ECLI:NL:CRVB:2006:AY6688
Centrale Raad van Beroep
- Hoger beroep
- G.J.H. Doornewaard
- A.C.W. Ris-van Huussen
- Rechtspraak.nl
Toekenning van WAJONG-uitkering en de vraag naar bijzondere gevallen voor eerdere ingangsdatum
In deze zaak gaat het om de toekenning van een WAJONG-uitkering aan appellant, die hoger beroep heeft ingesteld tegen een uitspraak van de rechtbank ’s-Gravenhage. De rechtbank had in haar uitspraak van 19 december 2003 geoordeeld dat de aanvraag van appellant om een uitkering niet eerder kon ingaan dan een jaar voor de datum van de aanvraag, omdat er geen sprake was van een bijzonder geval. Appellant stelde dat hij niet eerder een aanvraag had ingediend vanwege onbekendheid met de mogelijkheid om een arbeidsongeschiktheidsuitkering aan te vragen. De Centrale Raad van Beroep heeft op 18 augustus 2006 uitspraak gedaan in deze zaak.
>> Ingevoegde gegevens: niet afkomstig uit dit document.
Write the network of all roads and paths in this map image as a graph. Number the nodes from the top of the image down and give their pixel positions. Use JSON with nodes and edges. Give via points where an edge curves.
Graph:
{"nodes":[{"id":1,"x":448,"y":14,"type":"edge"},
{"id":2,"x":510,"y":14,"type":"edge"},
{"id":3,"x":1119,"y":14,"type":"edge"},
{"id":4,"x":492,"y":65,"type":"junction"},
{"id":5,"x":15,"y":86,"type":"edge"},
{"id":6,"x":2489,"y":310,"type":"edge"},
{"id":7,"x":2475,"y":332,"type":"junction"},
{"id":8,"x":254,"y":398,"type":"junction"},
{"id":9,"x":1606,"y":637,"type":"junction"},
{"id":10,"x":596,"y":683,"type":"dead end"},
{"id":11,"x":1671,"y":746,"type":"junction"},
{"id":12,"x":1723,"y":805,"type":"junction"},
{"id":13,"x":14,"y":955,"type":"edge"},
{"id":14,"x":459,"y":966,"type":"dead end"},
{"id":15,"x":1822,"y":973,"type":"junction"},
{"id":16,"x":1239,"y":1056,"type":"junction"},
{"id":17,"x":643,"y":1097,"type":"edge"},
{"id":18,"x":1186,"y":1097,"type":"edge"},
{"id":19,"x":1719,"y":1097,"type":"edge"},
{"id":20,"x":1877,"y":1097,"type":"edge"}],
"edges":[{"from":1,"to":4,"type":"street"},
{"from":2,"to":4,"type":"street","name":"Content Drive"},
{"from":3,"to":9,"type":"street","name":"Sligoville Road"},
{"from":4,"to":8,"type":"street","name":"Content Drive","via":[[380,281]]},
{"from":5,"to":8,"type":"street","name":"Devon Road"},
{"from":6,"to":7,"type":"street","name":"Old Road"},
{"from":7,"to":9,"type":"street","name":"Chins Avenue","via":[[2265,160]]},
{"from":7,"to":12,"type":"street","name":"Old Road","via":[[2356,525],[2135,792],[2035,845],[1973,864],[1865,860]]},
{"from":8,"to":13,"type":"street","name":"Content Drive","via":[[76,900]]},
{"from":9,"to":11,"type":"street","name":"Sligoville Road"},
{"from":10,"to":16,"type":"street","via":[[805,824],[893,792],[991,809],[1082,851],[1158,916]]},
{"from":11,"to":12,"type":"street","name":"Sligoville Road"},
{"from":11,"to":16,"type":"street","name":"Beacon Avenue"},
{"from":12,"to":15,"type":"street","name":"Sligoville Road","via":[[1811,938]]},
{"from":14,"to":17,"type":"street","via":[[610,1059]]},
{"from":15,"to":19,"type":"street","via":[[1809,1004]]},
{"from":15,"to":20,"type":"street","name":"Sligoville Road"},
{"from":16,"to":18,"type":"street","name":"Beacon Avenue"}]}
De Raad overweegt dat het wettelijke stelsel, zoals neergelegd in artikel 29 van de WAJONG, bepaalt dat een uitkering niet eerder kan ingaan dan een jaar voor de aanvraagdatum, tenzij er sprake is van een bijzonder geval. Appellant heeft aangevoerd dat zijn onbekendheid met de aanvraagprocedure niet tegen hem mag worden gebruikt. De Raad stelt vast dat onbekendheid met de wet op zichzelf onvoldoende grond oplevert voor het aannemen van een bijzonder geval. De Raad bevestigt de uitspraak van de rechtbank en oordeelt dat appellant niet in verzuim kan worden geacht, omdat hij niet eerder op de hoogte was van de mogelijkheid om een uitkering aan te vragen.
De uitspraak van de Centrale Raad van Beroep bevestigt dat de door appellant gevorderde schadevergoeding niet voor vergoeding in aanmerking komt en dat er geen termen zijn voor een proceskostenveroordeling. De uitspraak is gedaan door G.J.H. Doornewaard, in tegenwoordigheid van A.C.W. Ris-van Huussen als griffier, en is openbaar uitgesproken op 18 augustus 2006.